12 Interesting Facts About Han Solo

Everyone loves Han Solo. He made the Kessel Run in less than 12 parsecs, his best friend is a furry oaf, he hates odds, and at one point he was going to be a green-skinned fish monster. Here are some facts about the iconic Star Wars character made famous by Harrison Ford.

Ask any actor playing an adventurer who his or her biggest inspiration is and you’ll probably hear “Han Solo.” Both Chris Pine as Captain Kirk in Star Trek (2009) and Chris Pratt as Peter Quill in Guardians of the Galaxy (2014) say that Han Solo had a major influence on their characters.

Despite his swagger and devil-may-care attitude, Han met his partner in crime, Chewbacca, by having a heart of gold. The 1997 novel The Hutt Gambit explains that Han met Chewbacca on a slave ship, where he was instructed to skin the Wookiee by a commanding officer. When he refused, Chewbacca swore a “life-debt” to Han.

Their first meeting looks different in Solo: A Star Wars Story (2018), but it’s still heartwarming. In the prequel film, Han meets Chewie after being thrown into a pit where he’s meant to fight the “beast” to the death. Instead of killing each other, they decide to help one another escape after learning they both speak Shyriiwook, the language of the Wookiees.

You’ve probably seen the phrase “Han Shot First” on the t-shirt of a Star Wars fan. It’s a reference to a scene in Star Wars (1977) where Han casually shoots Greedo, one of Jabba the Hutt’s bounty hunters. Director George Lucas later said it was an act of self-defense, and when an altered version of the movie was released in 1997, the magic of moviemaking and a couple of digital effects backed up Lucas’s assertion. But that’s not what happened in the 1977 film. And when the original script for Star Wars made its way to the internet, it was clear that Han shot Greedo first, and was unprovoked.

Harrison Ford isn’t the only Hollywood legend with whom Han Solo shares some character traits. Lucas was so impressed with Francis Ford Coppola’s swagger and smooth-talking skills on the set of Apocalypse Now (1979) that he wrote some of that charm into Han as well.

It’s hard to imagine anyone but Harrison Ford in the role of Han Solo, but he wasn’t the only name on the list of actors the filmmakers considered. Al Pacino, Nick Nolte, Christopher Walken, and Kurt Russell are among the other actors who could’ve played Han.

At the end of Return of the Jedi (1983), Ford thought it would be best if Han was killed, stating, “I thought it would give more weight and resonance. But George Lucas wasn’t sympathetic. He didn’t want me killed by those teddy bear guys.” (We think you mean Ewoks, Harrison.)

At least if you look closely enough. Firefly’s set designers hid a model of Han frozen in carbonite in multiple scenes throughout the show’s short-lived run.

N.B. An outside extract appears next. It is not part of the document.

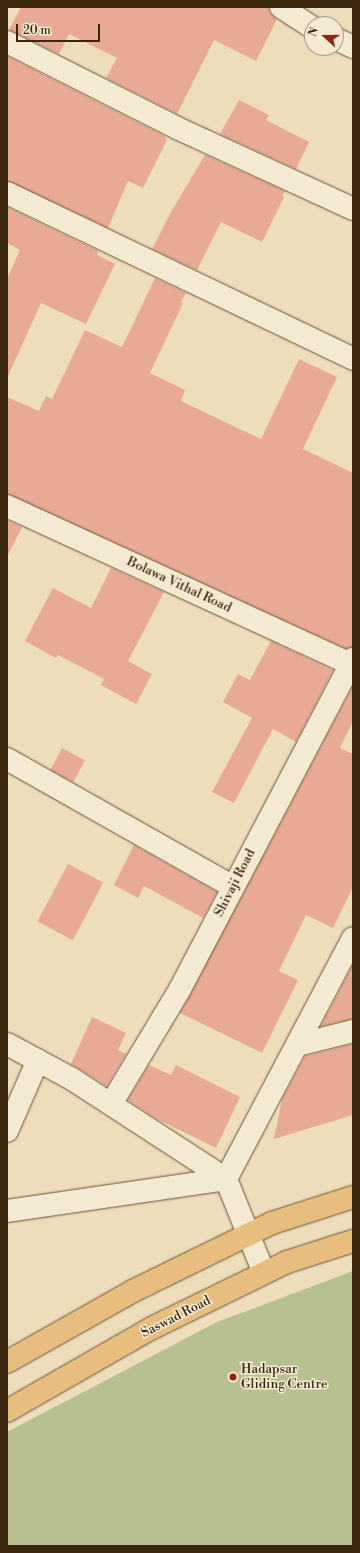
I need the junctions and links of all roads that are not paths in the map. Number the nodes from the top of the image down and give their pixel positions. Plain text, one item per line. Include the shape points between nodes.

In addition to countless works of fan fiction, Han Solo has a life outside the movies via several books, including Brian Daley’s The Han Solo Adventures and Timothy Zahn’s The Thrawn Trilogy, which expand upon the Star Wars universe and where Han and Leia are married with three kids. In 1994’s The Last Command, Zahn introduces one of their kids, Jacen Solo, who ends up becoming a Sith Lord.

Jacen never made it into the movies, but in the sequel trilogy Han and Leia do have a kid who turns to the dark side. After changing his name from Ben Solo to Kylo Ren, Han’s son eventually becomes the Supreme Leader of the First Order.

Lucas originally wanted Han Solo to be a large, green, gilled fish monster. Fortunately, he had worked with Ford on American Graffiti (1973) and eventually realized it may be best to have Han be human, so he changed the character’s description to a “young Corellian pirate.”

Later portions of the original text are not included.